In the past fortnight my company’s use of Yammer has dropped from dozens of posts daily to pretty much zero. We’re a medium sized business of 160 people spread across 3 locations plus a collection of client sites – our need to connect hasn’t changed, our platform has. We’ve recently rolled out the first iteration of enterprise social features to our own internal management portal.
The portal – known as the Collaborative Platform – has been in use for a number of years. It started as a centralised performance management system and over time all the basics of running a consulting business have been built onto it: projects, resourcing, meetings and actions, contracts, time capture, finance and invoicing, recruitment, etc. The most recent release rolled out the first phase of enterprise social features – rich user profiles, chat walls and groups.
Admittedly its enterprise social features do not (yet?) match those of Yammer or other similar software solutions (SocialText, Jive, etc.). Functionally, it feels a bit like Facebook circa. 2007 rather than Yammer 2011. In terms of comparitive take up though, a significantly greater proportion of the organisation poked around on day 1 and continue to post onto chat walls and into groups.
It’s not what you do, it’s where you do it
It’s counter-intuitive, why would people choose a less feature rich environment? It’s not as if existing enterprise social services are hard to use, most users “get it” as soon as they try it. The only conclusion I can draw is that it’s not about the features – it’s about where users have to go to access the features.
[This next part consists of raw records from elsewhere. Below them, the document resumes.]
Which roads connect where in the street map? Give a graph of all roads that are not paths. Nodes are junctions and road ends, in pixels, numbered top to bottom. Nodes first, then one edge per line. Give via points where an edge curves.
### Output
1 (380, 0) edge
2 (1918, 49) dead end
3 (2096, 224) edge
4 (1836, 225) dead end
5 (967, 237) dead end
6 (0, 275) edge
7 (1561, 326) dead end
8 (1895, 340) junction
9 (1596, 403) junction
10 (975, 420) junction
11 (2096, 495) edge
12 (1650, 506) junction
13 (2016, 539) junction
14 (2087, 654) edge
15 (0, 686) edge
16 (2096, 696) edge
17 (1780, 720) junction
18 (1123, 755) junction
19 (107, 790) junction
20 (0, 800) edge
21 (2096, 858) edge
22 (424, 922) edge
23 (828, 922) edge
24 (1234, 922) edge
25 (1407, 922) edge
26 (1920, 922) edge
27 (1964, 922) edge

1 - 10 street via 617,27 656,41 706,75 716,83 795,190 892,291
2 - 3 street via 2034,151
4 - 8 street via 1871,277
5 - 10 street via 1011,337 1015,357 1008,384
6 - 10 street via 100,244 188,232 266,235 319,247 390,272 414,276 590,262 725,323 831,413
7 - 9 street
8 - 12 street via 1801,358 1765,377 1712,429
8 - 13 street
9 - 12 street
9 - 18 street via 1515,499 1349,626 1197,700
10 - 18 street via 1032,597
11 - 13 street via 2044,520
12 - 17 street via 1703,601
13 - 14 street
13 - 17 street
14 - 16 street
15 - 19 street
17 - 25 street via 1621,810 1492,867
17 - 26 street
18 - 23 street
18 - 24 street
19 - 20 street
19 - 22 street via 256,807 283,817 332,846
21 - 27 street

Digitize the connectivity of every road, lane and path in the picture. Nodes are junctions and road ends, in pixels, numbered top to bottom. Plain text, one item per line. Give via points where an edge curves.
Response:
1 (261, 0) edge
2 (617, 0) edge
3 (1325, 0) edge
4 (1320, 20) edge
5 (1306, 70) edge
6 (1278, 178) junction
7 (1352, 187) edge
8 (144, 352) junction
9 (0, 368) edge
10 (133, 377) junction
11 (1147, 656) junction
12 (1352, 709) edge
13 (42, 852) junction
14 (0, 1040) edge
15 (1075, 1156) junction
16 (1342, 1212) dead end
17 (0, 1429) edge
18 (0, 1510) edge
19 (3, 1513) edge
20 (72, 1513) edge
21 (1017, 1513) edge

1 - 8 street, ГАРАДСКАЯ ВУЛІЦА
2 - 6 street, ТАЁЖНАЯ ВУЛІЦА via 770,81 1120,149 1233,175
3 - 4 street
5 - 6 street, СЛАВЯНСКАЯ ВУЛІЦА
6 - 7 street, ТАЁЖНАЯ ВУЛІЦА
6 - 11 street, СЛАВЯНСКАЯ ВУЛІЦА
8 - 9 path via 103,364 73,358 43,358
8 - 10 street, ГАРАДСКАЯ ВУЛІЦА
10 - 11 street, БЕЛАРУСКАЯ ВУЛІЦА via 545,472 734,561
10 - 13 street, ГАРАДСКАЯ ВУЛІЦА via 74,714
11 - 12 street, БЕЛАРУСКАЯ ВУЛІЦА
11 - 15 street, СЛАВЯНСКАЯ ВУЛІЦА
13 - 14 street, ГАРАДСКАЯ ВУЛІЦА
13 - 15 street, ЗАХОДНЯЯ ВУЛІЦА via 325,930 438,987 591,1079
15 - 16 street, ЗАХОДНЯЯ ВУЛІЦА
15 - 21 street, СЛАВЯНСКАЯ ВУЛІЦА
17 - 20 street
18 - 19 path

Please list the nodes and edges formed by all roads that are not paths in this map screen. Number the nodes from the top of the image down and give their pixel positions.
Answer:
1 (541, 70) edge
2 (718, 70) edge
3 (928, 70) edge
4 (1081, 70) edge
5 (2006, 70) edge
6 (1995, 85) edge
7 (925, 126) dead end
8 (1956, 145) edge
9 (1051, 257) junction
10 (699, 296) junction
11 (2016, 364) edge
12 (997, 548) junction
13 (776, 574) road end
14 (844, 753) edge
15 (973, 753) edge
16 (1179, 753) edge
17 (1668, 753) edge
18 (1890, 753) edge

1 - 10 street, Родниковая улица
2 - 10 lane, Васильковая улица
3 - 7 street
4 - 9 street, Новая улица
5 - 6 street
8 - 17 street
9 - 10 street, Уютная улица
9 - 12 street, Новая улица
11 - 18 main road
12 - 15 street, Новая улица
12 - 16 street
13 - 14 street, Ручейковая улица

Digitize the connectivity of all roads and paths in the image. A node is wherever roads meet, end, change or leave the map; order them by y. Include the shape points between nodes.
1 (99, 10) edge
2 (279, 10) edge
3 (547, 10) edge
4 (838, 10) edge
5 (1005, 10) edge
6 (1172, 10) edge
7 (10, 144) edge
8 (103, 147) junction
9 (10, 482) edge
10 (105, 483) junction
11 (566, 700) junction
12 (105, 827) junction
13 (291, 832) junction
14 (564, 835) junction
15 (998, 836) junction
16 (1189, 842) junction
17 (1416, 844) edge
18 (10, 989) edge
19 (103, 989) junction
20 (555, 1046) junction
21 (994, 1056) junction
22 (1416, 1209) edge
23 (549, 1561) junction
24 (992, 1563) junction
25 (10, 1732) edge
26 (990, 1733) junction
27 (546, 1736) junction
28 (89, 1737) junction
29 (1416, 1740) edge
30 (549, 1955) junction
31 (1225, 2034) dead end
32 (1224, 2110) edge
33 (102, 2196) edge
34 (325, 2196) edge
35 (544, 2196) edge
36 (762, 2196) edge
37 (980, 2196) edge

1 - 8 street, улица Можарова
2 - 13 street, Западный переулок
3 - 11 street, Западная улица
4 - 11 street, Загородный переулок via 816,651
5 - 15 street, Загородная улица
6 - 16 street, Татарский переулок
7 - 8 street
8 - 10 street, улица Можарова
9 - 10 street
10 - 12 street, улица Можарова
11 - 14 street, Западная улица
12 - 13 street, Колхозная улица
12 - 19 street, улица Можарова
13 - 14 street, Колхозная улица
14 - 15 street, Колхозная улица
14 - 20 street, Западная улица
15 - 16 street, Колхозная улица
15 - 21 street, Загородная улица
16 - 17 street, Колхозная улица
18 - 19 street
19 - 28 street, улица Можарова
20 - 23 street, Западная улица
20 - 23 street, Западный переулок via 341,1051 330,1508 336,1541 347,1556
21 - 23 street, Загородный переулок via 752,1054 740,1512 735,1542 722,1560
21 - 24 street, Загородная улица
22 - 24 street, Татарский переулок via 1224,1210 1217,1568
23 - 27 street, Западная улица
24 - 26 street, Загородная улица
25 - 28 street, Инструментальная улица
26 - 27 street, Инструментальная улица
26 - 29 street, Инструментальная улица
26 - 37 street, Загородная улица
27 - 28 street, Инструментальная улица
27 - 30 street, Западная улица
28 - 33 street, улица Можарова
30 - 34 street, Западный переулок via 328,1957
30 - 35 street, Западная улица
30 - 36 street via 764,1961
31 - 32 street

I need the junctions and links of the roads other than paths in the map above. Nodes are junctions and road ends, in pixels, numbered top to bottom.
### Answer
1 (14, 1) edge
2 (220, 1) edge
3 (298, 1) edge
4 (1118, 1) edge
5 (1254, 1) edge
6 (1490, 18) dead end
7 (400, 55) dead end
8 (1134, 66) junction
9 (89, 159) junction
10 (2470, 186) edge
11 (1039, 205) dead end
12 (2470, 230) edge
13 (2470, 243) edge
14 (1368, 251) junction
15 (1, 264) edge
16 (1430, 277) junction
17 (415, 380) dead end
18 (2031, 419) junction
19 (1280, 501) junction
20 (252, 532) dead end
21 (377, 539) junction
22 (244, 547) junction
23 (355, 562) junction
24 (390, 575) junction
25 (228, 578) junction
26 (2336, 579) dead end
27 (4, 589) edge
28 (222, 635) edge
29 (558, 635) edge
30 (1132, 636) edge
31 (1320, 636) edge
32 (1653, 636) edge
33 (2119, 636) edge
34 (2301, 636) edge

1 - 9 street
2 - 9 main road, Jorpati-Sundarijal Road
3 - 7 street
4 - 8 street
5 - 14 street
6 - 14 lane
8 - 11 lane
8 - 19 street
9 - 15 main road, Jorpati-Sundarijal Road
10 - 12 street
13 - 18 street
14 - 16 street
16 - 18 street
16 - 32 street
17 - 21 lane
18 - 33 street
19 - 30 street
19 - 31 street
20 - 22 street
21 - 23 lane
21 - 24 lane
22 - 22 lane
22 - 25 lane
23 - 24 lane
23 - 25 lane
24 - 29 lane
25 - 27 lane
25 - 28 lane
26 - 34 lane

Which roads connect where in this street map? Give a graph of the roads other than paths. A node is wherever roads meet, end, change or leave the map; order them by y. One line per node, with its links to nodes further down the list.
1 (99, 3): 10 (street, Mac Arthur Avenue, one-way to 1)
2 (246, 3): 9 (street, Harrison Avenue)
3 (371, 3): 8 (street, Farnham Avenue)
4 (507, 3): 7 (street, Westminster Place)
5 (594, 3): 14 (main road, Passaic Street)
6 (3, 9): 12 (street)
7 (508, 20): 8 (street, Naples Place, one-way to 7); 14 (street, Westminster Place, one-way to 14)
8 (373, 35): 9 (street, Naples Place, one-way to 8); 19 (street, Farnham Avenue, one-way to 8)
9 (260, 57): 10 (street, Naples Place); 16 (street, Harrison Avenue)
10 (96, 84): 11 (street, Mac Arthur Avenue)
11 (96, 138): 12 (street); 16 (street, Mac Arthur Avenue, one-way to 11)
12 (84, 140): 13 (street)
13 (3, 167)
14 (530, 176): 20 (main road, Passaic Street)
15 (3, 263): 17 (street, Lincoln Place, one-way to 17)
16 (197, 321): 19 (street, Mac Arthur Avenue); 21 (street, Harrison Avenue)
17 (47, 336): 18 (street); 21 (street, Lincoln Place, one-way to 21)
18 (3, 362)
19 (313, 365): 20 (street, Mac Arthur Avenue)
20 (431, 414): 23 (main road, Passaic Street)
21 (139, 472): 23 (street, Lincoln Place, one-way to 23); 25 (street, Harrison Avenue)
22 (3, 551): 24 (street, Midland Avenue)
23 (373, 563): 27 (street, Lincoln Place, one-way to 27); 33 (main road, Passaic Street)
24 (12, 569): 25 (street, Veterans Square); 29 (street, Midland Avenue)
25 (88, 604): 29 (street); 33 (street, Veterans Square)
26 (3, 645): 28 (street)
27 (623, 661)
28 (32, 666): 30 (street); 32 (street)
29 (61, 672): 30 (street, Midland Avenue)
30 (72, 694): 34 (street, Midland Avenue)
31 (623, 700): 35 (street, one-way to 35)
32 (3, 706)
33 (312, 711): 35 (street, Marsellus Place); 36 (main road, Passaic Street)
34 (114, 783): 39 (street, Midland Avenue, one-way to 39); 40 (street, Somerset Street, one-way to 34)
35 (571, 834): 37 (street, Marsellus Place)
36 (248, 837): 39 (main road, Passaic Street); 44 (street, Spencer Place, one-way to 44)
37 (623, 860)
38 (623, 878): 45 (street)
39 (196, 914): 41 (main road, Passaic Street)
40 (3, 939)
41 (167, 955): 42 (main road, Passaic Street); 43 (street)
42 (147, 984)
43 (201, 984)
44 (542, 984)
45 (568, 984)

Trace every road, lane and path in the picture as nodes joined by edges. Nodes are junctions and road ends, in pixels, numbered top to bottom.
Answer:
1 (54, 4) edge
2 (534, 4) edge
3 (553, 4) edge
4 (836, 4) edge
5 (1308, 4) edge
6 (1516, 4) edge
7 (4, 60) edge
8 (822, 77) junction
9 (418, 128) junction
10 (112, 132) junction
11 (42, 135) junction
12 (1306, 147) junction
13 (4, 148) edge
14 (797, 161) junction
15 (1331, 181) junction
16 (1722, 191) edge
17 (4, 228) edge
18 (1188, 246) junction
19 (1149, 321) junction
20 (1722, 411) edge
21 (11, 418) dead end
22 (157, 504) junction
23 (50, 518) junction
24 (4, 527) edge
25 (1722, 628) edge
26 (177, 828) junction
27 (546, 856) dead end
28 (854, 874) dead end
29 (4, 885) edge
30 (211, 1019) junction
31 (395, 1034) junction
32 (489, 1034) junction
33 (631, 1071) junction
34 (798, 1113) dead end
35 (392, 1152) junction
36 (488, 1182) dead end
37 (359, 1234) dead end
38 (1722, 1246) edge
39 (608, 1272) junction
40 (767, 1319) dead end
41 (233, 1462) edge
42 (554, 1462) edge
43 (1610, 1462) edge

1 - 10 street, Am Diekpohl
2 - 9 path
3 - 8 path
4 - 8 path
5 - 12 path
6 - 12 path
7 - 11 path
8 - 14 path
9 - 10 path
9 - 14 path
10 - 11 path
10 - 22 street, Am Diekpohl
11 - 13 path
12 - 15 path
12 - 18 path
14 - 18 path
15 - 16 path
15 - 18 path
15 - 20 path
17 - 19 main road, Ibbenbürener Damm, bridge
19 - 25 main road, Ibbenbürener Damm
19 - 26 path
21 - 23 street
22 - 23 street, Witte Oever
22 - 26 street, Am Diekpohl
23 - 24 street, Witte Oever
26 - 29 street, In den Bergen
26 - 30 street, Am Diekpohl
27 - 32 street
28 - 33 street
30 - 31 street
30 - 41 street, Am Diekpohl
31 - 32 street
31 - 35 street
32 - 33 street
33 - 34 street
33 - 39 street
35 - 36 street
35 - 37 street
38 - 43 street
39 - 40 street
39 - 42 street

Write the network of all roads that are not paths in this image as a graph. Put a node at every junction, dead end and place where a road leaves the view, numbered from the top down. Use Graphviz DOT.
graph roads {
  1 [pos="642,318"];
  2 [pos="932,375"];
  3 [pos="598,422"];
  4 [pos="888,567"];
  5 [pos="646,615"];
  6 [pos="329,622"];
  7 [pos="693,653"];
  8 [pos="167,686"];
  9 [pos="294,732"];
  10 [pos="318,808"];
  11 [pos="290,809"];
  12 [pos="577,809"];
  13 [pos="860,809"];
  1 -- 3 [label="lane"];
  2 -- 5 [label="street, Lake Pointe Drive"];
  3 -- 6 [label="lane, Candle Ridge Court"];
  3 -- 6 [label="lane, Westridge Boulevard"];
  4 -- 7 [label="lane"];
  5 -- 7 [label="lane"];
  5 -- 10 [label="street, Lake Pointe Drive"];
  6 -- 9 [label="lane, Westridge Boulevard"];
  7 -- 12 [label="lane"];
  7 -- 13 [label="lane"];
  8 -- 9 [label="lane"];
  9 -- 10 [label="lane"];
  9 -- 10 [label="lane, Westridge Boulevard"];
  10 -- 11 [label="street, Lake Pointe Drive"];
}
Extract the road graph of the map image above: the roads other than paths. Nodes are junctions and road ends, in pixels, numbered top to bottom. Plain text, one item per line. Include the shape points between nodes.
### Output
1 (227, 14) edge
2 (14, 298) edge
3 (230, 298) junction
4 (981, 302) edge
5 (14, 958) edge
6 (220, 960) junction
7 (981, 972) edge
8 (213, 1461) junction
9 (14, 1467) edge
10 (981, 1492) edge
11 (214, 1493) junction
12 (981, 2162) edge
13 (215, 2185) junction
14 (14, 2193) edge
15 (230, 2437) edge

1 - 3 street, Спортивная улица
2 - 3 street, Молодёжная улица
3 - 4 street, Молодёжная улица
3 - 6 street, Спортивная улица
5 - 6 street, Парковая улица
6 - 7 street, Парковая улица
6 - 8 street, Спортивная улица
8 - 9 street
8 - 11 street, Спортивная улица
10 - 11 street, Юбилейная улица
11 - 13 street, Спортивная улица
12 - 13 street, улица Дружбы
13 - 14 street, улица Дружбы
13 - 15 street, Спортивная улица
Location, location, location seems as true for enterprise services as it does for real estate.
Let me illustrate – if I need to find someone in the business, I log onto the Collaborative Platform to search. If I need to update actions from a meeting, I’m on the Collaborative Platform. If I need to look at contracted revenue, project details, performance data or anything else really, I’m on the platform. And every time I’m on the platform, I start on a home page which shows chat walls and feeds.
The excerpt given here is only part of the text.